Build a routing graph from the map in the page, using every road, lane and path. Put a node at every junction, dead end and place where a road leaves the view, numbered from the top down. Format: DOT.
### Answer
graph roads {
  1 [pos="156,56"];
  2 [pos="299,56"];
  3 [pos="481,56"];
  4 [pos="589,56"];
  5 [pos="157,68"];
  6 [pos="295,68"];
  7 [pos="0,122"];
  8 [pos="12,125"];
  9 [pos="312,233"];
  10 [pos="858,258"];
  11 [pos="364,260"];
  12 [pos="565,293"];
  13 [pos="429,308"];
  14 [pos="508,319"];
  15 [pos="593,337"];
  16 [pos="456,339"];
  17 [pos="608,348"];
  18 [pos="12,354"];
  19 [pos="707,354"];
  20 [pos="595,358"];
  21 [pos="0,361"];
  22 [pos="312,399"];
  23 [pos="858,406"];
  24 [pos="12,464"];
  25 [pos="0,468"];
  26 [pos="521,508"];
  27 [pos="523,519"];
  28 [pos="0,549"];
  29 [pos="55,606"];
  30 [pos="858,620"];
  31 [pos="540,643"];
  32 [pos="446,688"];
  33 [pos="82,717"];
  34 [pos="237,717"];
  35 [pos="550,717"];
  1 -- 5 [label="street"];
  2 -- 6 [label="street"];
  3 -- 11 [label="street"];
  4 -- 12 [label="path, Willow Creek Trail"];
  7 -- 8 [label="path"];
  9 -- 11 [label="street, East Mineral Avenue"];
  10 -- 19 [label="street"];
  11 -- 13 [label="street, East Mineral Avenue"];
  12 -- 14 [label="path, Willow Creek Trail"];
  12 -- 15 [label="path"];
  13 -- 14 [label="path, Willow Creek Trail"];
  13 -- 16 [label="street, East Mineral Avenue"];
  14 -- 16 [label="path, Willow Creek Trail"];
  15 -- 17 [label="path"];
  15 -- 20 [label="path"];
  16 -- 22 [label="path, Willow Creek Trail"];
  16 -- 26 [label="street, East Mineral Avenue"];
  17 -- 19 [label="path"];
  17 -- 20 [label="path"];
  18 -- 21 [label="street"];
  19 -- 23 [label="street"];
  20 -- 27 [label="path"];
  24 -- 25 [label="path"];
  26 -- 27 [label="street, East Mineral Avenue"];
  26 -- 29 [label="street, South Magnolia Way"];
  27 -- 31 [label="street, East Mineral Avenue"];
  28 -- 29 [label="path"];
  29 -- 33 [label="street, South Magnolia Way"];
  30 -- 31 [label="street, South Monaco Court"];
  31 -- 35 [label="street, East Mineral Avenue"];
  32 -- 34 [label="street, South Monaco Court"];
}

..........

**What is required**
What is needed is an exact copy of all the data above.

**Solution for this problem**
Build a routing graph from the map in the page, using every road, lane and path. Put a node at every junction, dead end and place where a road leaves the view, numbered from the top down. Format: DOT.
### Answer
graph roads {
  1 [pos="156,56"];
  2 [pos="299,56"];
  3 [pos="481,56"];
  4 [pos="589,56"];
  5 [pos="157,68"];
  6 [pos="295,68"];
  7 [pos="0,122"];
  8 [pos="12,125"];
  9 [pos="312,233"];
  10 [pos="858,258"];
  11 [pos="364,260"];
  12 [pos="565,293"];
  13 [pos="429,308"];
  14 [pos="508,319"];
  15 [pos="593,337"];
  16 [pos="456,339"];
  17 [pos="608,348"];
  18 [pos="12,354"];
  19 [pos="707,354"];
  20 [pos="595,358"];
  21 [pos="0,361"];
  22 [pos="312,399"];
  23 [pos="858,406"];
  24 [pos="12,464"];
  25 [pos="0,468"];
  26 [pos="521,508"];
  27 [pos="523,519"];
  28 [pos="0,549"];
  29 [pos="55,606"];
  30 [pos="858,620"];
  31 [pos="540,643"];
  32 [pos="446,688"];
  33 [pos="82,717"];
  34 [pos="237,717"];
  35 [pos="550,717"];
  1 -- 5 [label="street"];
  2 -- 6 [label="street"];
  3 -- 11 [label="street"];
  4 -- 12 [label="path, Willow Creek Trail"];
  7 -- 8 [label="path"];
  9 -- 11 [label="street, East Mineral Avenue"];
  10 -- 19 [label="street"];
  11 -- 13 [label="street, East Mineral Avenue"];
  12 -- 14 [label="path, Willow Creek Trail"];
  12 -- 15 [label="path"];
  13 -- 14 [label="path, Willow Creek Trail"];
  13 -- 16 [label="street, East Mineral Avenue"];
  14 -- 16 [label="path, Willow Creek Trail"];
  15 -- 17 [label="path"];
  15 -- 20 [label="path"];
  16 -- 22 [label="path, Willow Creek Trail"];
  16 -- 26 [label="street, East Mineral Avenue"];
  17 -- 19 [label="path"];
  17 -- 20 [label="path"];
  18 -- 21 [label="street"];
  19 -- 23 [label="street"];
  20 -- 27 [label="path"];
  24 -- 25 [label="path"];
  26 -- 27 [label="street, East Mineral Avenue"];
  26 -- 29 [label="street, South Magnolia Way"];
  27 -- 31 [label="street, East Mineral Avenue"];
  28 -- 29 [label="path"];
  29 -- 33 [label="street, South Magnolia Way"];
  30 -- 31 [label="street, South Monaco Court"];
  31 -- 35 [label="street, East Mineral Avenue"];
  32 -- 34 [label="street, South Monaco Court"];
}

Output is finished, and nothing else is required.